All of that sort of resulted in just feeling too much. Secrets and hiding places felt like building a world, or defining a space and calling it a world, and being the god of that world. Some of my favorite thinkers, Sissela Bok and Carl Jung, write about this, that secrecy is a very natural form of childhood development; it’s how we differentiate from other people. But at a certain point, the feeling of empowerment that secrecy gives you, and being able to define a certain space—if you hold onto it too long, or if you keep shame in there, it starts to shrink around you and make the world smaller and become like a prison.
I had this instinct for secrecy; then I was also obsessed with the idea of confession. We were Buddhist, feminist, atheist types, but I have this little Puerto Rican grandmother who is incredibly Catholic, and she would take me to church sometimes. I would also try to go to church with my church-going friends, and I was obsessed with the idea of confession. I wanted so badly to go into a little wooden box and tell a faceless stranger all my secrets. And I think it’s an honest impulse, to spill it all to a person who we don’t have to take care of afterwards. The most instant gratification I’ve ever gotten is telling a secret; the roof just blows off of my interior world.
Michele Filgate: As women writers, we are criticized more than male writers for what people dub as “confessional writing.” This irritates the hell out of me. Don’t you feel like that’s something we have to fight against?
Sarah Gerard: I spent many years of my life feeling ashamed for having feelings, and I’ve always felt like I just feel things more than other people. Which is to say, it’s a myth that I carried around about myself for many years, and now I realize that everyone probably feels these things just as intensely, except I can’t seem to carry them around in my body. And I expressed that in really unhealthy ways: self-mutilation, drug abuse, anorexia, promiscuous sex, jumping off a freight train. And I finally decided one day that I don’t want to die.
I’ve never been very good at articulating how I feel with my mouth, and when I was a kid that was because I literally couldn’t speak. I’d get all tongue-tied and stutter. But when we got a computer, I could then talk to myself about the things I was feeling and I’d also always carry a journal around. Writing is a place where I don’t feel like a complete moron when I try to talk about how I feel. Feelings hurt; feelings are physical things that we carry around, that we can’t carry around forever. And that’s where I come from.
“Being emotional is associated with the female. The intellectual is valued higher and associated with the male. These things are not fucking mutually exclusive.”
Melissa Febos: Can I make a proposition related to what Michele brought up about personal narrative? Because I think it’s just the most tired line of sexist horseshit. Can everyone agree to not co-sign that ever again? The next time you’re in a fucking MFA workshop or standing outside of a reading and some dude is just talking and talking and uses the word “navel-gazing,” can you just be like, “Shut the fuck up?”
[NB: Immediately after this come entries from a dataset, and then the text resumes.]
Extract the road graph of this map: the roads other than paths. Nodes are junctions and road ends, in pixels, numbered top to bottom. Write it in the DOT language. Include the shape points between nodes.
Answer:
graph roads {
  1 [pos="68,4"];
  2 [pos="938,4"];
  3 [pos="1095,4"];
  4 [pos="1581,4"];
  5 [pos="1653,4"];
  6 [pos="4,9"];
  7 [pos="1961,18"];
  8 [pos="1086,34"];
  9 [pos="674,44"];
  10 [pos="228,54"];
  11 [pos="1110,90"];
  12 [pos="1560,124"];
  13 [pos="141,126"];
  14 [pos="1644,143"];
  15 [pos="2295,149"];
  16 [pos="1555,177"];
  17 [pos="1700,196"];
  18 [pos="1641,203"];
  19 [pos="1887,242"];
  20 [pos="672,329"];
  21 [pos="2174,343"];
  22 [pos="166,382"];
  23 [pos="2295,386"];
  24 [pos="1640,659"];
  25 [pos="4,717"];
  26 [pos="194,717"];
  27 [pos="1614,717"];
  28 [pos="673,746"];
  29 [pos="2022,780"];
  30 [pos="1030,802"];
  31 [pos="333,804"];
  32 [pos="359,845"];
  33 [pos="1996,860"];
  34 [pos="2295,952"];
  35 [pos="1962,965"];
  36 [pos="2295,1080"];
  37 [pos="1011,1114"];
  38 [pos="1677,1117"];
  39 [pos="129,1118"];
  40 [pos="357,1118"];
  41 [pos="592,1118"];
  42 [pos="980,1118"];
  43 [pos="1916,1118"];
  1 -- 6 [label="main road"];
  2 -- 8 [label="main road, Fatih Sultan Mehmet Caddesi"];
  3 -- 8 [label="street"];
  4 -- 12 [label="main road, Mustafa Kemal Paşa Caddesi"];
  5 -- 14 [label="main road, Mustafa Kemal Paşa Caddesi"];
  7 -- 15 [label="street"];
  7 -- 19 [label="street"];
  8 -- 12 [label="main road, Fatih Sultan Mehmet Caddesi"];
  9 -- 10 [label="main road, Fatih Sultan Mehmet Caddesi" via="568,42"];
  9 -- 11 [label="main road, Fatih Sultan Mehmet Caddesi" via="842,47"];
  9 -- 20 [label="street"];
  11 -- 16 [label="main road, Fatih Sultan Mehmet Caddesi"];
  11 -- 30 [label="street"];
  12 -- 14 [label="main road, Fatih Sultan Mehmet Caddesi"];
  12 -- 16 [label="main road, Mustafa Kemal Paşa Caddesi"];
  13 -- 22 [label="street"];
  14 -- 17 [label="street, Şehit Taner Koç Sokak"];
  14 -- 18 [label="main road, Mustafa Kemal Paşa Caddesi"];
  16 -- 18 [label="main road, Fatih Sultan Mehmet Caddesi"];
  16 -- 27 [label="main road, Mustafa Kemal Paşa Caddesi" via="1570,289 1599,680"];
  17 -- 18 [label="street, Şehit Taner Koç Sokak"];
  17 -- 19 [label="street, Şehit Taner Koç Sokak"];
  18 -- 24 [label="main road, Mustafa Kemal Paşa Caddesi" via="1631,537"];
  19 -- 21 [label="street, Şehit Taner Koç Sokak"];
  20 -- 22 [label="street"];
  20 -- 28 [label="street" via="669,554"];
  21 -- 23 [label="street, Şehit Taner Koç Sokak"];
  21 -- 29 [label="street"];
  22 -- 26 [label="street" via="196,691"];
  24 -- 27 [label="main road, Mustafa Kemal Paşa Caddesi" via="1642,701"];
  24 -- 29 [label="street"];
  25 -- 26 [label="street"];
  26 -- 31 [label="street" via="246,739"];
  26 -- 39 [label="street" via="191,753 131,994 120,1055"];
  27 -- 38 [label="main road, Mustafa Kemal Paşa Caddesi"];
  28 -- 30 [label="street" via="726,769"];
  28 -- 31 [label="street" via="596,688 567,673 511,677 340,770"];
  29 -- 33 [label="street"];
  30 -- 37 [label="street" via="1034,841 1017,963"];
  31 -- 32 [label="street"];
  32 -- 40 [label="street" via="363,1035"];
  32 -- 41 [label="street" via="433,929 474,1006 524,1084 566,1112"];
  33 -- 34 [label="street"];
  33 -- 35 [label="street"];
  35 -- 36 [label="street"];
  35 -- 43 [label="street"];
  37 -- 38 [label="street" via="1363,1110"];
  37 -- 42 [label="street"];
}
I’m sure everyone on this panel has had this experience, and I can say personally as a memoirist who has written about sex, the body, my experience, and my feelings at great length, it is there’s just no way to not see how incredibly insanely sexist it is. And, you know, being emotional is associated with the female. The intellectual is valued higher and associated with the male. These things are not fucking mutually exclusive. If I’m writing something about my period, it doesn’t mean that I’m not an intellectual. I can be totally intellectual about my period. I can write an intellectual essay about my navel or a whole book about my period.
Lidia Yuknavitch: Historically, we took on the word “confessional” to talk about women’s writing, in particular, and the moment that that word got pressed upon writers of color and women and LGBT writers, it robbed us of our own agency as people who make art. And I have another proposition to follow Melissa’s: that we ditch this word “confessional writing,” because when women or anyone from those communities is writing about their bodies and emotive states and physical realities, they are being precise. Intellectually precise. And the historic tradition I use as a touchstone started with Whitman. So maybe interrupt the idea that women’s writing is confessional. That’s a market-driven label that has been pressed upon women writers that have been writing our hearts forever, and the only way to make it go away or change it is to simply begin to reject it and admit that women are participating in intellectual tradition and not off to the side, crying and weak.
Sarah Gerard: Can I say one more thing about the word? You don’t confess to something that isn’t a crime. And women writing about our lives, we’re not writing about crimes that we’ve committed. It’s not a crime to have a period. It’s not a crime to cut yourself. It’s not even weird to have your period. I’m just highly suspicious of the word confession. I’m not confessing to a sin when I sit down to write about my life.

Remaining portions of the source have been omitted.